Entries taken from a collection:
Content starts

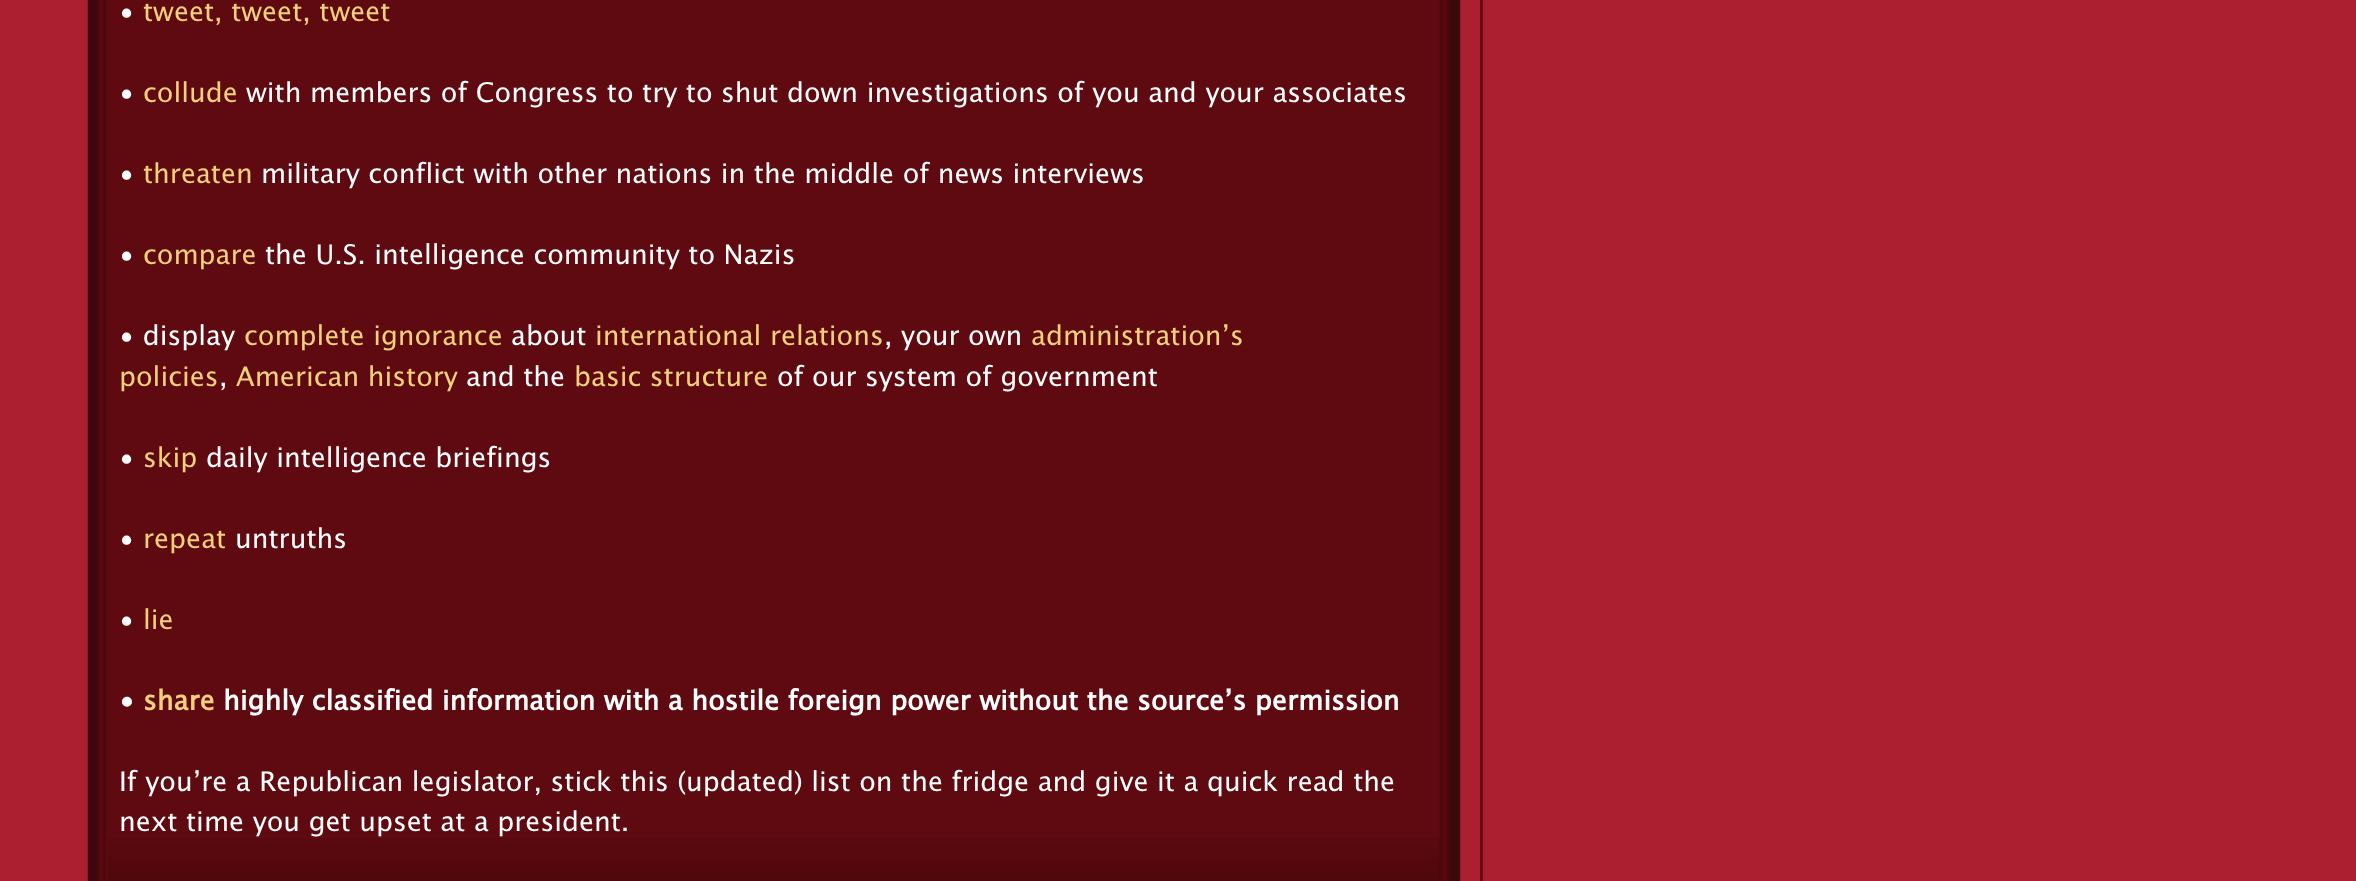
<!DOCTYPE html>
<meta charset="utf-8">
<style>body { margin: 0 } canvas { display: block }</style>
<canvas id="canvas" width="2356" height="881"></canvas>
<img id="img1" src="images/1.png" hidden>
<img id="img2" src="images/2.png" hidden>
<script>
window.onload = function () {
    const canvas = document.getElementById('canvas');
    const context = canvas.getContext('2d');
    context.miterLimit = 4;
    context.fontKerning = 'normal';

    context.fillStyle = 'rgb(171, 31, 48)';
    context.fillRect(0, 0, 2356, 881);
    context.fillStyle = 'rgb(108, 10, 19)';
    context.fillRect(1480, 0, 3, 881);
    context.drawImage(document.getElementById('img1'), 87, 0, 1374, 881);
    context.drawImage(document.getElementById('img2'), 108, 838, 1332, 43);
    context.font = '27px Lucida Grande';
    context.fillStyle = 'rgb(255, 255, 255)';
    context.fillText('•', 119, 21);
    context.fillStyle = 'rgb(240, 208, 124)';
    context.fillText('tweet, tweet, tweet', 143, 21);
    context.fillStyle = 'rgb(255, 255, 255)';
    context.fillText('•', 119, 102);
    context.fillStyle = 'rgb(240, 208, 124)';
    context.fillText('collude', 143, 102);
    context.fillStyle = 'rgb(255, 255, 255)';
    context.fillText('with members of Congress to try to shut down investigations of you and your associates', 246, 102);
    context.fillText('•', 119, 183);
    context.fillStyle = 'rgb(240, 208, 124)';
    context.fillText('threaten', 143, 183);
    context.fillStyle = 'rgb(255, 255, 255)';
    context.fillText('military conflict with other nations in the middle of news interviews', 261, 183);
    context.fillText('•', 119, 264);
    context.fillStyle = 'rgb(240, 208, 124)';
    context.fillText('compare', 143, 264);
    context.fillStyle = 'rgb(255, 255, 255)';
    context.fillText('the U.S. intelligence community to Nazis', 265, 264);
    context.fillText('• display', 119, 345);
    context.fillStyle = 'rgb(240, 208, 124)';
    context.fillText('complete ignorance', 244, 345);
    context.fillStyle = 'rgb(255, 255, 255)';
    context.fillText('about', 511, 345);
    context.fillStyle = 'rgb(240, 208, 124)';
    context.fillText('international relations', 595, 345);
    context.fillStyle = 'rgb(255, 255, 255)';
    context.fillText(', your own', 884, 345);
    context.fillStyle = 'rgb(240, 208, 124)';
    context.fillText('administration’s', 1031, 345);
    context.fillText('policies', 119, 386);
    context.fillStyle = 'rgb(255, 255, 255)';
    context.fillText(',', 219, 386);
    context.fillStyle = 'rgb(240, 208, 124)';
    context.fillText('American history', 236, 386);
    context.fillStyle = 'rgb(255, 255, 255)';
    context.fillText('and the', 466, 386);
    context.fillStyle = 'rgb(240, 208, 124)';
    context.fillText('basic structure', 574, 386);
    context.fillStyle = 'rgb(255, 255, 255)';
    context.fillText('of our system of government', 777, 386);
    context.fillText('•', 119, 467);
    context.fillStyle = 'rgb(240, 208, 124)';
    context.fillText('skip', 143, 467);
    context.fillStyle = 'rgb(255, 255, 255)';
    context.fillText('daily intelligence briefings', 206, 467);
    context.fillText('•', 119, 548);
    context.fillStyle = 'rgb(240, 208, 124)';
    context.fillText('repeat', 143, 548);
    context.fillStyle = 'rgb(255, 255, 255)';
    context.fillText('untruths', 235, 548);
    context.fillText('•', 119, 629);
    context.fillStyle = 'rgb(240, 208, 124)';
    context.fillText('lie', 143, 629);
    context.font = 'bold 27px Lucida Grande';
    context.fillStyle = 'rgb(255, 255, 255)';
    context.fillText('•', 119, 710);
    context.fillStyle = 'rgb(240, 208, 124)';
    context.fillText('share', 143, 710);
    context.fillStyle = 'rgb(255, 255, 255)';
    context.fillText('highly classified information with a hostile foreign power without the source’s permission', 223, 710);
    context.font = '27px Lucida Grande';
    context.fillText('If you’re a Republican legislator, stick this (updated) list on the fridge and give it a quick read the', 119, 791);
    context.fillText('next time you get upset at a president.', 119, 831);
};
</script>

Content ends

▶ YOUR TASK
Reproduce the data above word for word from its first line through the line that holds "context.fontKerning = 'normal';", both ends included; skip pictures.

▶ TASK SOLUTION
<!DOCTYPE html>
<meta charset="utf-8">
<style>body { margin: 0 } canvas { display: block }</style>
<canvas id="canvas" width="2356" height="881"></canvas>
<img id="img1" src="images/1.png" hidden>
<img id="img2" src="images/2.png" hidden>
<script>
window.onload = function () {
    const canvas = document.getElementById('canvas');
    const context = canvas.getContext('2d');
    context.miterLimit = 4;
    context.fontKerning = 'normal';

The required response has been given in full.